Há um momento na vida em que deixamos de dizer “a nossa casa” para passarmos a dizer “a casa dos nossos pais”. Sem pensarmos demasiado nisso, é o momento em que nos autonomizamos e passamos a ser donos de uma vida própria. (Já éramos, agora temos essa consciência.) Assusta ter as rédeas da vida nas nossas mãos trémulas quando foram os nossos pais que estiveram tantas vezes ali para nos resgatar da aflição: coisas pequeninas e grandes. O sarampo, o teste que correu mal, o professor que foi injusto connosco, o casaco com que tanto sonhámos. Primeiro, a noção de que somos nós agora a correr para nós próprios em busca da salvação, depois o momento, mais tarde – que seja sempre mais tarde –, em que já não diremos, em voz alta: “O pai pode?”, “Mãe, consegues?” Um discurso directo interrompido pela inevitabilidade da vida. Eu ainda não fiz as pazes com essa inevitabilidade. A dor ainda me derruba.
Vim da casa dos meus pais. Será sempre assim que o direi, mesmo com a morte da minha mãe. A presença dela poliniza o jardim, e eu sinto o cheiro que me dá conforto quando abro uma das gavetas, uma dessas que a vi abrir vezes sem conta. Aquele cheiro que não vinha de nenhuma embalagem, mas do amor das mãos dela.
Gosto e preciso de voltar ali enquanto a todos fizer sentido. O meu pai foi a tempo da redenção em vida e é bom até quando estamos em silêncio e o vejo a sorrir alimentando-se das memórias. Percebo agora que para o meu pai chegou o tempo em que as memórias são o suficiente para viver. Não o condeno. O espanto já não o apanha porque ele quer paz.
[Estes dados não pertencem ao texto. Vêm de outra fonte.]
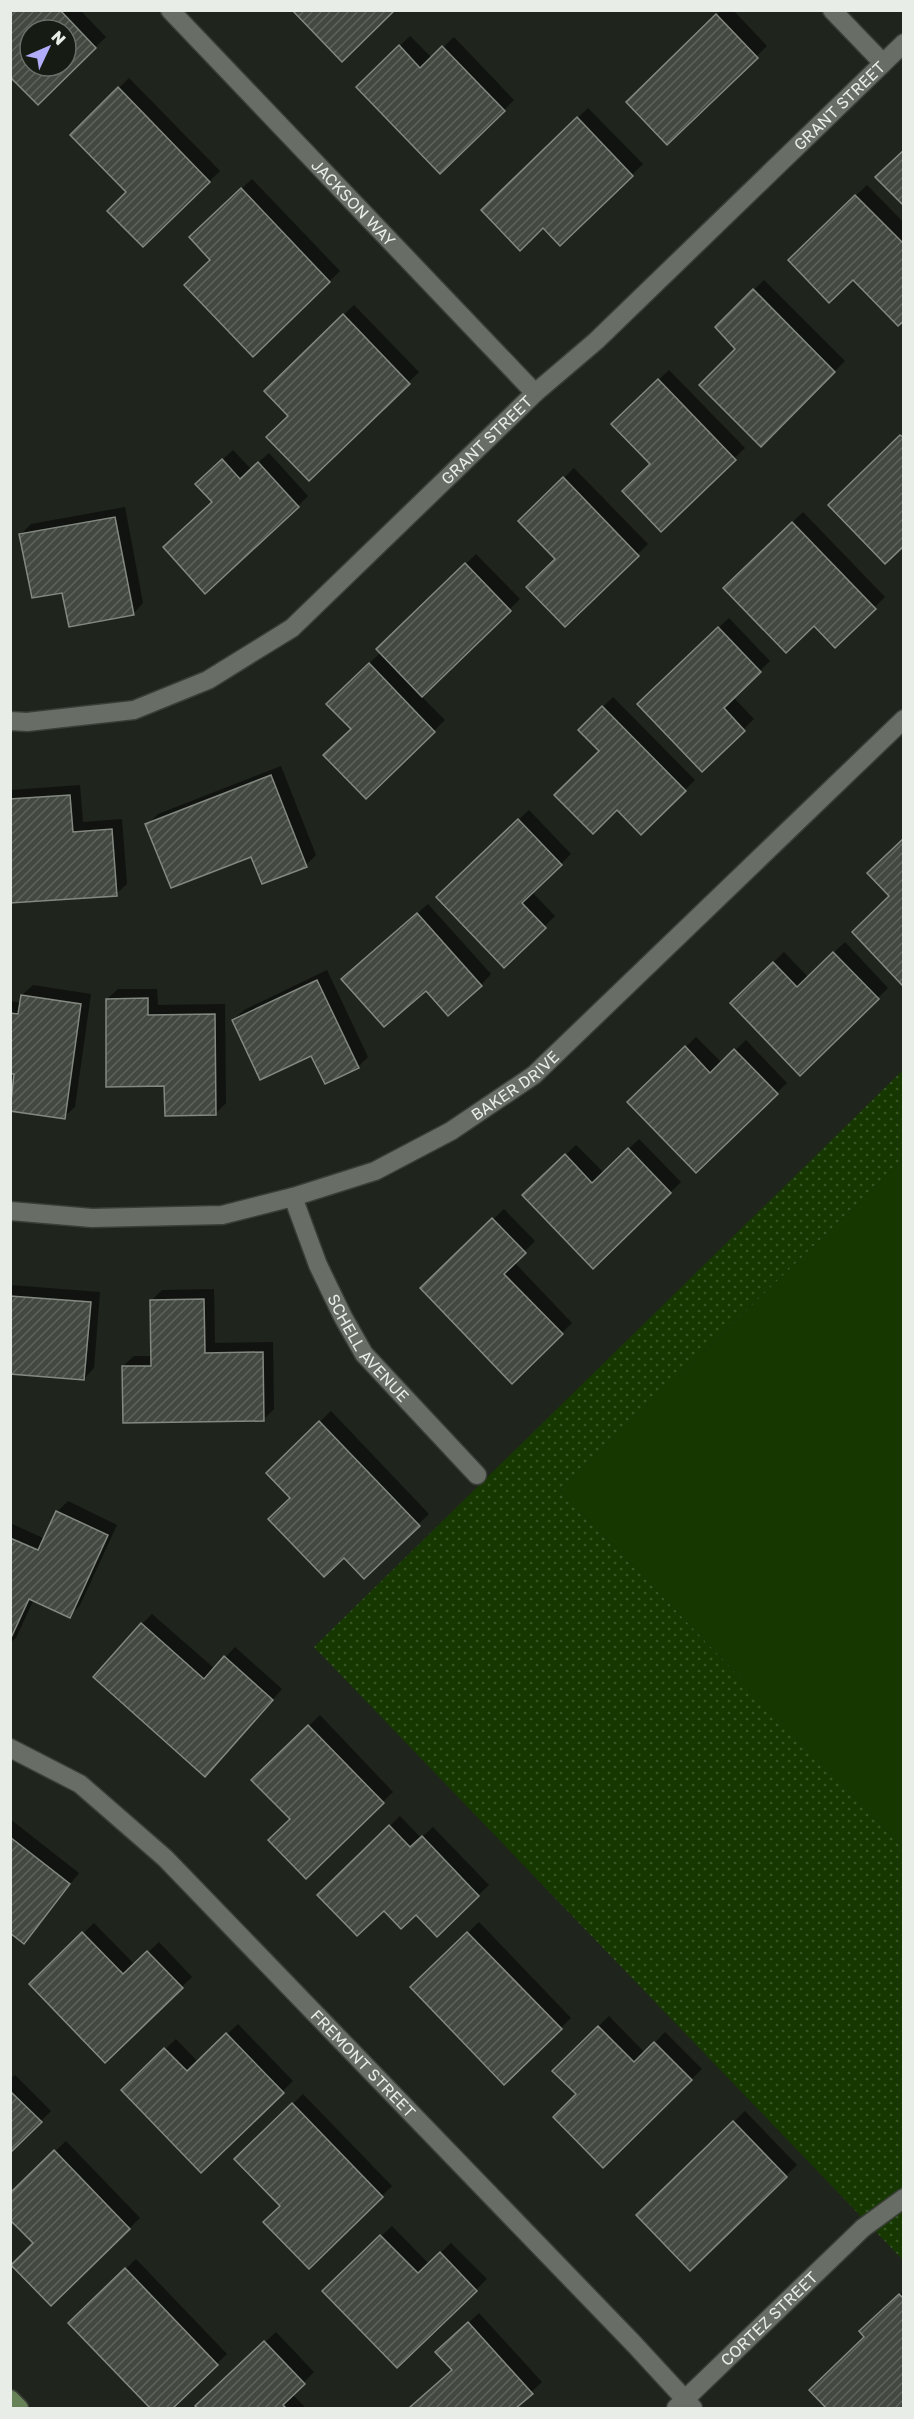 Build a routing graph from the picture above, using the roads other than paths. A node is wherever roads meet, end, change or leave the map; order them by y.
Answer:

Em casa dos meus pais, quando me reencontro com os objectos com que cresci, perco a idade: sinto-me outra vez a miúda que julgava não ter corpo porque o pensamento é que me dava existência. Há dias, entrei no quarto da minha mãe e cheirei, depois deste tempo todo, o perfume dela que ainda ali está: um frasco que ficou por acabar, mas que está ali porque aquele será sempre o quarto dela. A casa deles. Agora direi: a nossa casa.
São emocionalmente muito intensos estes encontros com o passado quando nós já não somos os mesmos. Quando a vida já nos subtraiu amores e temos de nos aguentar com a mão firme que abre a porta de casa. Aquela mesma porta que abrimos tantas vezes com propriedade, porque era dali que entrávamos e saíamos todos os dias ainda sem ver o futuro. Dói muito pensar a vida e ainda conseguir manter um sorriso, mas se voltamos à casa do nosso passado, então temos de continuar. Continuar é um verbo tão poderoso que nunca tinha pensado a sério nele como agora. Continuar é melhor do que resistir: é desafiar o medo e entrar num caminho do qual não sabemos ainda o fim.
Continuo então na viagem ao passado sabendo que esse é o meu presente. O meu irmão entregou-me com um sorriso um envelope com fotografias e documentos variados, e eu mergulhei nesse embate que me deixa a voz pouco segura e os óculos embaciados. Os meus pais antes de mim, de nós. (Mais tarde chamei o meu pai e ficámos os dois a ver as fotografias no sofá.)
Continuar – insistir que a dor não leva a melhor, mesmo quando nos dói até onde não é corpo. Dói em todo o lado, mas, ainda assim, continuamos. A dada altura temos de armazenar a dor em vácuo e não cair na tentação de voltar a ela. A dor impede-nos de viver.
Preciso de olhar para o meu pai redimido e ver-lhe o sorriso da vida cheia que teve. Uma vida feita de obstáculos tão duros que me parecem de outra realidade. O meu pai continuou. Dos seus erros retiro, ainda assim, a maior vitória: o amor que a todos nos une. O amor – que se materializa em gestos, acções, palavras – salva-nos sempre. Também é por isso que continuamos.